Emblematica fu una rappresentazione di inadeguatezza delle strutture ricettive cittadine dell'epoca: ci fu un docente dell'Università di Genova  che propose ad un suo laureando in ingegneria lo sviluppo di una tesi dal titolo “Trasformare in albergo l'albergo X -'La Nuova' tacque per discrezione-  di Sassari”. Probabilmente quello stesso albergo del centro  nel quale un giornalista nazionale, incaricato di scrivere una serie di articoli sulla Sardegna, inclusa anche Sassari, si trovò a dormire con l'ombrello aperto sul letto per evitare la doccia dalle infiltrazioni di acqua piovana provenienti dal tetto.

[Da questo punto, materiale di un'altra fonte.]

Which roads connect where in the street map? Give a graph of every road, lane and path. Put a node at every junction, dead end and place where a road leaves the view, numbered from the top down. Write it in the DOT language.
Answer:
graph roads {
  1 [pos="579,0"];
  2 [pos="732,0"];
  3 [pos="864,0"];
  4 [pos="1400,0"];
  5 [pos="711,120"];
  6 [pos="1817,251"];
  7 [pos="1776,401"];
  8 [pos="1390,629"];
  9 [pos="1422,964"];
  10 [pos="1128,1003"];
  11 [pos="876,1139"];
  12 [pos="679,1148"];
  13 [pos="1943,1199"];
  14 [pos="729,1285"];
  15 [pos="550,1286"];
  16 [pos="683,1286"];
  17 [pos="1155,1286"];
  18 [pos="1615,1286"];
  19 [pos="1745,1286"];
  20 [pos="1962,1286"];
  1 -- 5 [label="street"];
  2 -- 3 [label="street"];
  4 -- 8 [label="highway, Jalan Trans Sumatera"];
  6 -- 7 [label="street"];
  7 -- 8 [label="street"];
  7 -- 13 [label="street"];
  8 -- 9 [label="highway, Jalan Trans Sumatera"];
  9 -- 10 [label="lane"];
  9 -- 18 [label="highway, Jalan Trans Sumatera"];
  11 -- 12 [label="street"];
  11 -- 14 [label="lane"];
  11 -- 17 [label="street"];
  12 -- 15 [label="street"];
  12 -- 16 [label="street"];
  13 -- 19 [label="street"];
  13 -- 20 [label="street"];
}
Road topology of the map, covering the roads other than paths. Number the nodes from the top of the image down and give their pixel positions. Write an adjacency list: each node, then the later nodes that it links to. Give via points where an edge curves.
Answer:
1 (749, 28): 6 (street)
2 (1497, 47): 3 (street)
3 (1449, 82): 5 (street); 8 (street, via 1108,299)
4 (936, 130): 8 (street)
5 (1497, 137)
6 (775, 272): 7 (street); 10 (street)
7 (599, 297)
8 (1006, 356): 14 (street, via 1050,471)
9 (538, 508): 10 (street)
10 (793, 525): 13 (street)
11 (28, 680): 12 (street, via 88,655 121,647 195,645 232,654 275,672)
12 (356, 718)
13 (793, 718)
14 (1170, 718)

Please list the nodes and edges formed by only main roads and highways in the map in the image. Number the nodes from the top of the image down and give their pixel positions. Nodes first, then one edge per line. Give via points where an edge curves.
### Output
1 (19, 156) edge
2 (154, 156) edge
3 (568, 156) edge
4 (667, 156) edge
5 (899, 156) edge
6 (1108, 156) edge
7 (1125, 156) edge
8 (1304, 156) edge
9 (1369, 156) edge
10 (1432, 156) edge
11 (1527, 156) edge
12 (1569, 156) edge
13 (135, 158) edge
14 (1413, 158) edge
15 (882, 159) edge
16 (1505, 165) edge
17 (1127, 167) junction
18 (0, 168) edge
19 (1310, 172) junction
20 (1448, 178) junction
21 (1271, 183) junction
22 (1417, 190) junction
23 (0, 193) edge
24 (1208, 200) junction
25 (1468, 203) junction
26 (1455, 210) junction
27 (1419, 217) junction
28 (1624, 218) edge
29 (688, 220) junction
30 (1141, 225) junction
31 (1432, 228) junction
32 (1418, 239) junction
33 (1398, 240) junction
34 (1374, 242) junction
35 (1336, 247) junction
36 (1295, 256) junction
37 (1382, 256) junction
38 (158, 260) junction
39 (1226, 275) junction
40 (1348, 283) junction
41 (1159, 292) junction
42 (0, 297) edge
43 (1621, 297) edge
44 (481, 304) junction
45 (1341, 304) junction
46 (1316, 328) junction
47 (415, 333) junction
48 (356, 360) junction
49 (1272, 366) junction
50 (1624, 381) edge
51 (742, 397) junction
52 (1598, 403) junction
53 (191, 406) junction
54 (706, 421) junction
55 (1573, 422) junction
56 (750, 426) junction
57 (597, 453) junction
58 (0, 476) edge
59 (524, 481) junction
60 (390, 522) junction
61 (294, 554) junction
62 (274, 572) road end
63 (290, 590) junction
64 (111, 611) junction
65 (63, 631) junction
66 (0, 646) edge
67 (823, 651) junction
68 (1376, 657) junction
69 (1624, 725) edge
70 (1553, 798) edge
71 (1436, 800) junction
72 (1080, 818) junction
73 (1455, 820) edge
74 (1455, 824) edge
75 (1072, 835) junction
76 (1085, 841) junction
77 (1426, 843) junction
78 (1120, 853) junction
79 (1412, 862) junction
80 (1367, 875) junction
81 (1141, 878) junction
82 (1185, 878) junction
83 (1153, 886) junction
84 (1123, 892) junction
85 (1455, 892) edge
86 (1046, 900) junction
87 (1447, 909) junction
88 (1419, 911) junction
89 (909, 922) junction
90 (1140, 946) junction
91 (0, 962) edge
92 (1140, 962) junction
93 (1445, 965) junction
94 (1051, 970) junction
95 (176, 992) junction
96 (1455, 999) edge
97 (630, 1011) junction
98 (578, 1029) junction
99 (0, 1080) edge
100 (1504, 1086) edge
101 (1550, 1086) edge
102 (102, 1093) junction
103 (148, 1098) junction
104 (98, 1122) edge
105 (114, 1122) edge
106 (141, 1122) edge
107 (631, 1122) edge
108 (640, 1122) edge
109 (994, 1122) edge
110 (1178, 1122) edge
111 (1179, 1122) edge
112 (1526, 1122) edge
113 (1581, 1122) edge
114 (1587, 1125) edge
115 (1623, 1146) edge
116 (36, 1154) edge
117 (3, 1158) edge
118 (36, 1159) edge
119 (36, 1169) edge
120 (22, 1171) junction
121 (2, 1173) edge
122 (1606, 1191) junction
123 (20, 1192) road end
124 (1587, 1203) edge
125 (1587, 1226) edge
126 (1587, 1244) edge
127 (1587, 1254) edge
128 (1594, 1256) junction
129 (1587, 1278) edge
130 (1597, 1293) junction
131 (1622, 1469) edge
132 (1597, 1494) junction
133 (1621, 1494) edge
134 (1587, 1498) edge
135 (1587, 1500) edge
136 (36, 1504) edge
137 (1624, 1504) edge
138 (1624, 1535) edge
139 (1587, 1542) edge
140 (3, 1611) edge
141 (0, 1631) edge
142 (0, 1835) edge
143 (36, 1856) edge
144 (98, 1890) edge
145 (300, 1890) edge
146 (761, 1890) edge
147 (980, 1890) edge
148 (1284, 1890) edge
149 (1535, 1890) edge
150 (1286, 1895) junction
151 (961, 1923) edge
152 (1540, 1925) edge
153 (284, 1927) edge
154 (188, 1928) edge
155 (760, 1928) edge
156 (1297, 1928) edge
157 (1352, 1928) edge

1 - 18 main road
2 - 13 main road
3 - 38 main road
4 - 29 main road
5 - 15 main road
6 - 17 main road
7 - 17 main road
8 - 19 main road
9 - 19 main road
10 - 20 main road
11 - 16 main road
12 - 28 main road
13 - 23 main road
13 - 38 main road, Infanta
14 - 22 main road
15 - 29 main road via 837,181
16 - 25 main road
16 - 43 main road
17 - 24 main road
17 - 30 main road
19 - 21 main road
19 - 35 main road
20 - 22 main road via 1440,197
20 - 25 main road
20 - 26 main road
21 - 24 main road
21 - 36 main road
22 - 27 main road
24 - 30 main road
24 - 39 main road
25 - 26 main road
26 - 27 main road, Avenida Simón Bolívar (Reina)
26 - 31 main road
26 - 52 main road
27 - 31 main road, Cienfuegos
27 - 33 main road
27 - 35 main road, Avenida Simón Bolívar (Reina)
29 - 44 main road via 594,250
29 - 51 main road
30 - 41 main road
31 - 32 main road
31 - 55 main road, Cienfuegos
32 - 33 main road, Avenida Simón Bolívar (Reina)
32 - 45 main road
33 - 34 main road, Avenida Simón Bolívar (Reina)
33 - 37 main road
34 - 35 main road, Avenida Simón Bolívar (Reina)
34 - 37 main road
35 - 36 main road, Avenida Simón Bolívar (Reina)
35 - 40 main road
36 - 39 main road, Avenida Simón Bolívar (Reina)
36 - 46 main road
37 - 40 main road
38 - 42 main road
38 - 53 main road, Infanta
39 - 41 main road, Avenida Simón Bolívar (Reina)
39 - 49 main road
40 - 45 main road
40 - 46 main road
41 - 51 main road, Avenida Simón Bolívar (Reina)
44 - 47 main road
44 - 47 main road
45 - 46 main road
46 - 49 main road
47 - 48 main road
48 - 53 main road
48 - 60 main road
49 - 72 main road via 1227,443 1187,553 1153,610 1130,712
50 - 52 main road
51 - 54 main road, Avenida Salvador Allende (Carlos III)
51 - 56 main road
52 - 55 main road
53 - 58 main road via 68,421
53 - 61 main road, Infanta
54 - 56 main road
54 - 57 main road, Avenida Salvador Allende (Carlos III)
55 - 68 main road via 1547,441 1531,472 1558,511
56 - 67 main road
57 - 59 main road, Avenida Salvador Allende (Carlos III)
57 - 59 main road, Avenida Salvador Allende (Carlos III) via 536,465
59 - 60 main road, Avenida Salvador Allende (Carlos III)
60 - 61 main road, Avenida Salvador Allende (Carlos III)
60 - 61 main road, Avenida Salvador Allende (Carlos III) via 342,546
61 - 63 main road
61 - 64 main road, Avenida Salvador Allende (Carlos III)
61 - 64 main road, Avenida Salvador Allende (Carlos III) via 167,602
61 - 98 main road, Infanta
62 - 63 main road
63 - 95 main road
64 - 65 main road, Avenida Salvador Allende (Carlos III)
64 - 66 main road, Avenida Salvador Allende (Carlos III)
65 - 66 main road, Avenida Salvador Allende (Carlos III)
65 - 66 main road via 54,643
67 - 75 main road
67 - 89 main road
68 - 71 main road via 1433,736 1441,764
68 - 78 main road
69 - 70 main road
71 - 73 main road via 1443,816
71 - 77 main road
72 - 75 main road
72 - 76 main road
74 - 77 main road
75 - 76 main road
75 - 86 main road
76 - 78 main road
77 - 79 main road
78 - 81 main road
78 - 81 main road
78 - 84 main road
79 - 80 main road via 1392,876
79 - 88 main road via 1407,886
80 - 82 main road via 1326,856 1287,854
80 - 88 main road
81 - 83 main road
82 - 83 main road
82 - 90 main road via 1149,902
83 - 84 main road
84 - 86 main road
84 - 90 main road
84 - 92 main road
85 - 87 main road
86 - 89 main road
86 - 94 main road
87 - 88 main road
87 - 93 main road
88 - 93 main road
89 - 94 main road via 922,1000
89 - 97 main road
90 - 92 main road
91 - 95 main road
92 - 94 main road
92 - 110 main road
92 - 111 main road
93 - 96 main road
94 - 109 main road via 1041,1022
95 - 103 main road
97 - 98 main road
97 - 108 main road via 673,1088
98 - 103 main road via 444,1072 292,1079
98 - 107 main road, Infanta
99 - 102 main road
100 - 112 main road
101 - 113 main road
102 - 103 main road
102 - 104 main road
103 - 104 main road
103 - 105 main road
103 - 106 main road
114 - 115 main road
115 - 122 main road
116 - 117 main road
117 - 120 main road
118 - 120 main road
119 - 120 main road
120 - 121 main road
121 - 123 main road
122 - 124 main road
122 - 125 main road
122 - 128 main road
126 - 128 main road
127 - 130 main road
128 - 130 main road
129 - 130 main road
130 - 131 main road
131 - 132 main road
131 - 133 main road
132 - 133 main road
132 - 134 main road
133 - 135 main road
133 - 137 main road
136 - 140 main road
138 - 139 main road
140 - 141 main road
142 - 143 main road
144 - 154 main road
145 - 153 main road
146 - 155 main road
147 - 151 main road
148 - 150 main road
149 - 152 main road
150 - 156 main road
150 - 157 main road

Nella seconda metà del '49 la Nuova Sardegna propose al Signor Putzu, nuovo proprietario dell'edificio di Porta Sant'Antonio, di lanciare un concorso di idee per il nome di battesimo dell'albergo. La partecipazione cittadina fu entusiastica e pervenirono alla commissione di valutazione circa 150 proposte, tutte con commento di motivazione sulla scelta. La speranza di vedere la propria idea tramutata in una bella scritta trionfante di giorno e di notte sulla facciata fu altissima.  

I nomi proposti  toccarono i temi più disparati. Dai classici  Candelieri, Rosello, Albergo di Porta, Platamona, Belvedere Sassarese, Dell'Olivo, a quelli di respiro regionale: Gran Nuraghe, Alla Pernice Sarda, anche esagerati, come Tripudio di Arborea. I beneauguranti, come Hotel Fortuna o Scudo Crociato, per affrontare il tema politico.  Poi fu il turno dei latinisti: Resurgo, Mare Nostrum e dei religiosi con Albergo di Betlem. Proposte anche nel campo delle pietre preziose con Diamante e Brillante. I fantasisti con Arem, Isolabella, Orizzonte Nuovo, Maraviglia.  Per citarne alcuni.
Nell'autunno del '49 la commissione selezionò i cinque nomi  finalisti: Aragona, Platamona, della Torre, Candelieri e quello vincente, proposto  da Clemente Fozzi: Turritania, che secondo le sue parole “suona come nuova musica che inviti ad ascoltarla come inviterebbe i forestieri ad assaporare la gioia di essere ricevuti, ospiti graditi, della città turritana”. 

Qualche giorno prima della discesa dei Candelieri 1950 il Turritania aprì i battenti anche se per  le sole stanze da letto. Tutte le parti comuni come bar, ristorante saloni e ascensore dovettero attendere i contributi emessi dal Governo per favorire la costruzione di alberghi in città scarsamente attrezzate.